**REQUIRED WORK**. Every record below, from first to last, should be copied exactly; leave the pictures out.

**Recorded data**.
%%

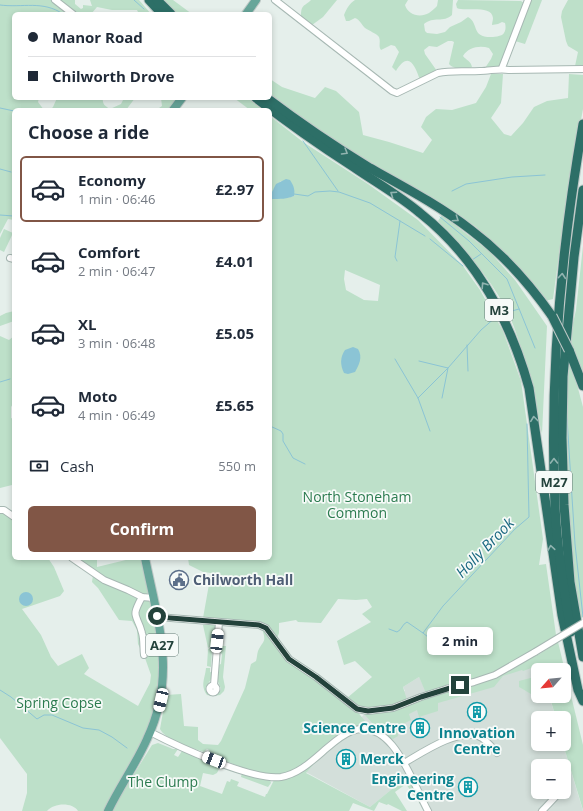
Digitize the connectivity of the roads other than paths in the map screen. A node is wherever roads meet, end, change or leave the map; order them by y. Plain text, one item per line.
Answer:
1 (55, 0) edge
2 (149, 0) edge
3 (157, 0) edge
4 (256, 0) edge
5 (275, 0) edge
6 (525, 0) edge
7 (528, 0) edge
8 (70, 12) edge
9 (160, 12) edge
10 (169, 12) edge
11 (247, 12) edge
12 (502, 68) junction
13 (583, 70) edge
14 (259, 100) edge
15 (270, 100) edge
16 (269, 108) edge
17 (272, 110) edge
18 (583, 124) edge
19 (583, 190) edge
20 (583, 386) edge
21 (0, 510) edge
22 (12, 516) edge
23 (75, 560) edge
24 (145, 560) edge
25 (142, 597) junction
26 (154, 598) junction
27 (158, 617) junction
28 (219, 622) junction
29 (583, 623) edge
30 (144, 655) dead end
31 (583, 657) edge
32 (214, 685) dead end
33 (583, 694) edge
34 (583, 701) edge
35 (150, 732) junction
36 (497, 752) dead end
37 (404, 763) junction
38 (553, 799) edge
39 (108, 811) edge
40 (428, 811) edge
41 (542, 811) edge

1 - 8 street
2 - 9 highway
3 - 10 highway
4 - 11 main road
5 - 12 street
6 - 7 street
7 - 12 street
12 - 13 street
16 -> 14 highway, M3
15 -> 20 highway, M3, bridge
34 -> 17 highway, M3
33 -> 18 highway, M27
19 - 31 highway, M27
21 - 22 street
23 - 25 street
24 - 26 main road, A27
25 - 26 street
25 - 30 street
26 - 27 main road, A27
27 - 28 street
27 - 35 main road, A27
28 - 29 street, bridge
28 - 32 street
35 - 37 street
35 - 39 main road, A27
36 - 37 street
37 - 40 street
38 - 41 street

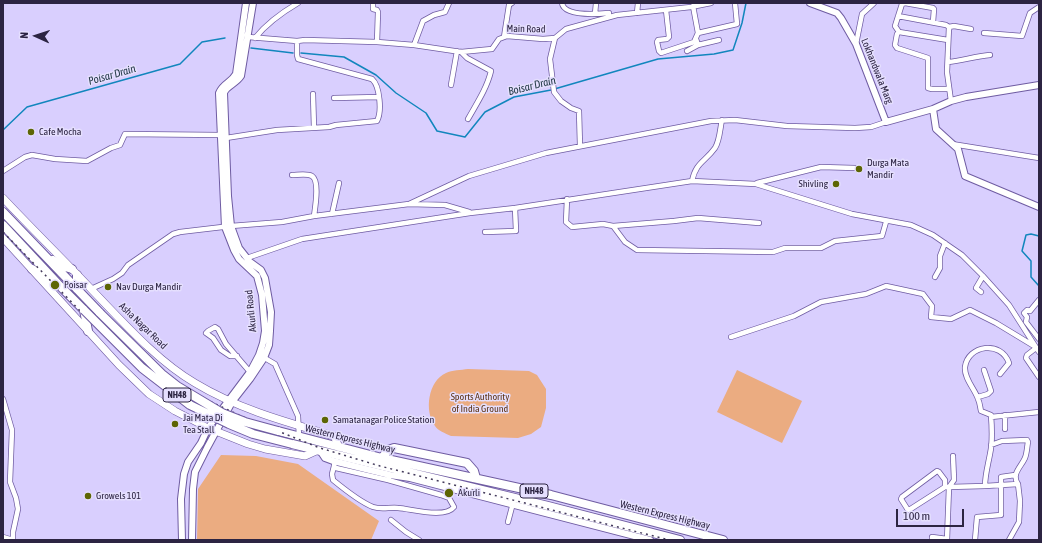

%%

**SOLUTION TO THIS EXERCISE**.
Digitize the connectivity of the roads other than paths in the map screen. A node is wherever roads meet, end, change or leave the map; order them by y. Plain text, one item per line.
Answer:
1 (55, 0) edge
2 (149, 0) edge
3 (157, 0) edge
4 (256, 0) edge
5 (275, 0) edge
6 (525, 0) edge
7 (528, 0) edge
8 (70, 12) edge
9 (160, 12) edge
10 (169, 12) edge
11 (247, 12) edge
12 (502, 68) junction
13 (583, 70) edge
14 (259, 100) edge
15 (270, 100) edge
16 (269, 108) edge
17 (272, 110) edge
18 (583, 124) edge
19 (583, 190) edge
20 (583, 386) edge
21 (0, 510) edge
22 (12, 516) edge
23 (75, 560) edge
24 (145, 560) edge
25 (142, 597) junction
26 (154, 598) junction
27 (158, 617) junction
28 (219, 622) junction
29 (583, 623) edge
30 (144, 655) dead end
31 (583, 657) edge
32 (214, 685) dead end
33 (583, 694) edge
34 (583, 701) edge
35 (150, 732) junction
36 (497, 752) dead end
37 (404, 763) junction
38 (553, 799) edge
39 (108, 811) edge
40 (428, 811) edge
41 (542, 811) edge

1 - 8 street
2 - 9 highway
3 - 10 highway
4 - 11 main road
5 - 12 street
6 - 7 street
7 - 12 street
12 - 13 street
16 -> 14 highway, M3
15 -> 20 highway, M3, bridge
34 -> 17 highway, M3
33 -> 18 highway, M27
19 - 31 highway, M27
21 - 22 street
23 - 25 street
24 - 26 main road, A27
25 - 26 street
25 - 30 street
26 - 27 main road, A27
27 - 28 street
27 - 35 main road, A27
28 - 29 street, bridge
28 - 32 street
35 - 37 street
35 - 39 main road, A27
36 - 37 street
37 - 40 street
38 - 41 street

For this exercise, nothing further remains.